Within the records, which lines hold the string "worn"? Report each one by copying it.

> [The data]:
══════════

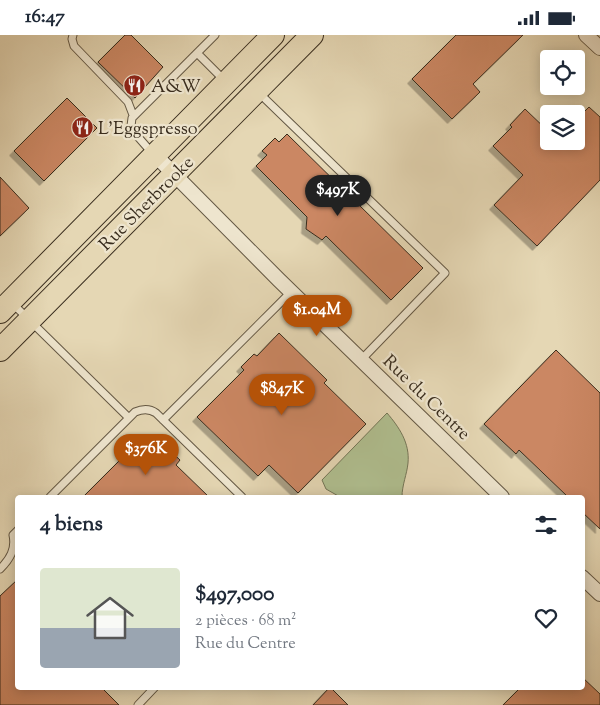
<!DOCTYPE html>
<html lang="fr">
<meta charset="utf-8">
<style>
:root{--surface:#fff;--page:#f2f2f3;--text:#1f2937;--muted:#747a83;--line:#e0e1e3;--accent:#b45309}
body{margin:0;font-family:"Sorts Mill Goudy",serif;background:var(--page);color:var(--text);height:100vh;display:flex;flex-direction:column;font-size:19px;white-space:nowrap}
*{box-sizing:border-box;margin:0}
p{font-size:16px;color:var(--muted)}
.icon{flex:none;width:28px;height:28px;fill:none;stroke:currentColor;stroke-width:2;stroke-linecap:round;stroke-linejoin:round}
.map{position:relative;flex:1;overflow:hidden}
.drawer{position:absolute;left:15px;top:460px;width:570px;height:195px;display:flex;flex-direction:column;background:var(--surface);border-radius:5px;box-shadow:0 2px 12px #0003}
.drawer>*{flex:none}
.buttons{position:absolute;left:540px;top:15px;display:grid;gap:10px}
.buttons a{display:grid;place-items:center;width:45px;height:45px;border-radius:5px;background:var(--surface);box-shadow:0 2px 12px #0003;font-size:25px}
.price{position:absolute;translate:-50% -42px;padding:0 11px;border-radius:18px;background:var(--accent);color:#fff;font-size:16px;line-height:32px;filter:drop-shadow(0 1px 2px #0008)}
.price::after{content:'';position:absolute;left:50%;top:30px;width:15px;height:11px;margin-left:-8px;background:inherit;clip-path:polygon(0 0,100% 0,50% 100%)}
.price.current{background:#222;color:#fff}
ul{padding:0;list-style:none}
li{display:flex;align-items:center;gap:15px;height:125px;padding:0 25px}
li+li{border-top:1px solid var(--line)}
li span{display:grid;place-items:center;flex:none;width:140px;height:100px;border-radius:5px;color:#555}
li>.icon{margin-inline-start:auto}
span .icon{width:60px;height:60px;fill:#fffc;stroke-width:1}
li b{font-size:21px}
h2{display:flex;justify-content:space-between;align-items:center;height:60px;padding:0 25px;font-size:21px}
.status{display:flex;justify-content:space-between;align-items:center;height:35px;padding:0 25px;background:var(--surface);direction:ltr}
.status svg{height:14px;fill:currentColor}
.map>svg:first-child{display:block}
</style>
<div class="status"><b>16:47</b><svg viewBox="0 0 49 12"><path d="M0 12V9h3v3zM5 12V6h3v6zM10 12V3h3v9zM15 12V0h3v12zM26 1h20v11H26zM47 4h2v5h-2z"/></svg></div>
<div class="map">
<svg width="600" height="670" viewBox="0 0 600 670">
<defs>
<filter id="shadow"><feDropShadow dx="-4.5" dy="4.5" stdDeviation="0" flood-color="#0004"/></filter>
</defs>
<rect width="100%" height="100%" fill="#e5d7b4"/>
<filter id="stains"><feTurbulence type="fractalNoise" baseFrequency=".004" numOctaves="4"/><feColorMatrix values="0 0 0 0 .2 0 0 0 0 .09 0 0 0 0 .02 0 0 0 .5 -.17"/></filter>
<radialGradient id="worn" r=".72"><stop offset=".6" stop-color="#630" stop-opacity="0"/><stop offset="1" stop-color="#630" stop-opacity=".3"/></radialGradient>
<!-- green -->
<path fill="#b0bf90" stroke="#747657" d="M387 378C399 392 410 408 408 428 407 439 402 450 402 462H340L326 454 322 445Z"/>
<!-- building -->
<path fill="#cb8764" stroke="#392d1e" filter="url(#shadow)" d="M125 0H131L163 32 135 63 98 27Z
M456 0H523L473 49 480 57 452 84 412 44Z
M67 63 97 93 44 146 14 116Z
M589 72 600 82V145L537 211 494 170 523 140 493 111 512 92 510 90 525 74 549 97V106H576V85Z
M287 99 423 233 391 265 326 201 322 205 306 194 307 182 256 131 267 120 262 116 275 103 279 107Z
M0 142 29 173 0 201Z
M279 298 327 345 324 348 366 389 298 458 269 430 258 441 197 382 244 335 241 332 254 319 257 321Z
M556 315 600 358V494L582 477V462H568L519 415 516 419 484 389Z
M145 400 163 417 167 413 180 425 176 430 209 462H83Z
M18 544V652H101L119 670H0V561Z
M582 642 600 659V670H503L521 652H582Z
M330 652 348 670H313Z"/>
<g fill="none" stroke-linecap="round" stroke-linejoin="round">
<defs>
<path id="service" d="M73 0 72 4 74 11 128 67 133 80
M197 18 225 46
M259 58 445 238 361 325
M153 119 132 95 131 91 132 83 215 0
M12 268 129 383
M163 385 291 257
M50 462 135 377C142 374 149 373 156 378L242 462
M0 534C10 524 16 514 13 500L18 495
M138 670 155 652"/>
<path id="minor" d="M586 0 600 13
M155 120 279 245 502 462
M582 542 600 559"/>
<path id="primary" d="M0 277 273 0
M0 315 312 0"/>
</defs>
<!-- service casing -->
<use href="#service" stroke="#645844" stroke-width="9"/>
<!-- minor casing -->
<use href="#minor" stroke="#645844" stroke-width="16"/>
<!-- primary casing -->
<use href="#primary" stroke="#392d1e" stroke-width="24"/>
<!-- service -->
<use href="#service" stroke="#eee5ce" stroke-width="7"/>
<!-- minor -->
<use href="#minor" stroke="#eee5ce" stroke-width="14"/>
<!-- primary -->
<use href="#primary" stroke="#e5d7b4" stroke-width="22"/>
</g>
<!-- icons -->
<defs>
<symbol id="restaurant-disc" viewBox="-11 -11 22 22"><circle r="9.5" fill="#8f2418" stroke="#eee5ce"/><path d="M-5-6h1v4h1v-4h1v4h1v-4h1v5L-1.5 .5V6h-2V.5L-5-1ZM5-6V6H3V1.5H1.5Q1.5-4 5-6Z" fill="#fff"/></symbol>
</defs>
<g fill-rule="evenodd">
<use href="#restaurant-disc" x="122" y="38" width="25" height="25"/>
<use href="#restaurant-disc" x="70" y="80" width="25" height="25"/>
</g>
<g text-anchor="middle" stroke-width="4.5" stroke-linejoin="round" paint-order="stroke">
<!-- poi labels -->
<g font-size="18" fill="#392d1e" stroke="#eee5ce" text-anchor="start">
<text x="151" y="57">A&amp;W</text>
<text x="98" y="99">L'Eggspresso</text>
</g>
<!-- street labels -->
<g font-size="18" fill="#392d1e" stroke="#eee5ce">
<text transform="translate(146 168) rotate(-45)" y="6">Rue Sherbrooke</text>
<text transform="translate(427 362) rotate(44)" y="6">Rue du Centre</text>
</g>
</g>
<rect width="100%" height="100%" filter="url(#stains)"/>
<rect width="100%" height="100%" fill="url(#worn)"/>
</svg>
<div class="buttons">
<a><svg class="icon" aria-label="locate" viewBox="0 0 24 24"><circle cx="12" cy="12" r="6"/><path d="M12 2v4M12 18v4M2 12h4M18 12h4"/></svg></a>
<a><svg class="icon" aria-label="layers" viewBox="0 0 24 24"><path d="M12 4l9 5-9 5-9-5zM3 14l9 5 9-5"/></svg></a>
</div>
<b class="price current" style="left:338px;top:182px">$497K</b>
<b class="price" style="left:317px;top:302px">$1.04M</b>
<b class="price" style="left:282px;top:381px">$847K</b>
<b class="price" style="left:146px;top:441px">$376K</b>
<section class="drawer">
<h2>4 biens<svg class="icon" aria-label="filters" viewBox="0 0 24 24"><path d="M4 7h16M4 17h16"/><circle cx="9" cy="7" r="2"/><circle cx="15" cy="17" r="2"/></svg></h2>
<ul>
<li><span style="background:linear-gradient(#dfe7d0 60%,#9aa5b1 0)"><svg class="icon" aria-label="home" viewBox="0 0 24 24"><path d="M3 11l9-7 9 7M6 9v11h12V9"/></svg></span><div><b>$497,000</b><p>2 pièces · 68 m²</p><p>Rue du Centre</p></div><svg class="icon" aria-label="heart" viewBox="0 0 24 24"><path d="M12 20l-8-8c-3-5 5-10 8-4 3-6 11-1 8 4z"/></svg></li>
</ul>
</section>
</div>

══════════

> [Task output]:
<radialGradient id="worn" r=".72"><stop offset=".6" stop-color="#630" stop-opacity="0"/><stop offset="1" stop-color="#630" stop-opacity=".3"/></radialGradient>
<rect width="100%" height="100%" fill="url(#worn)"/>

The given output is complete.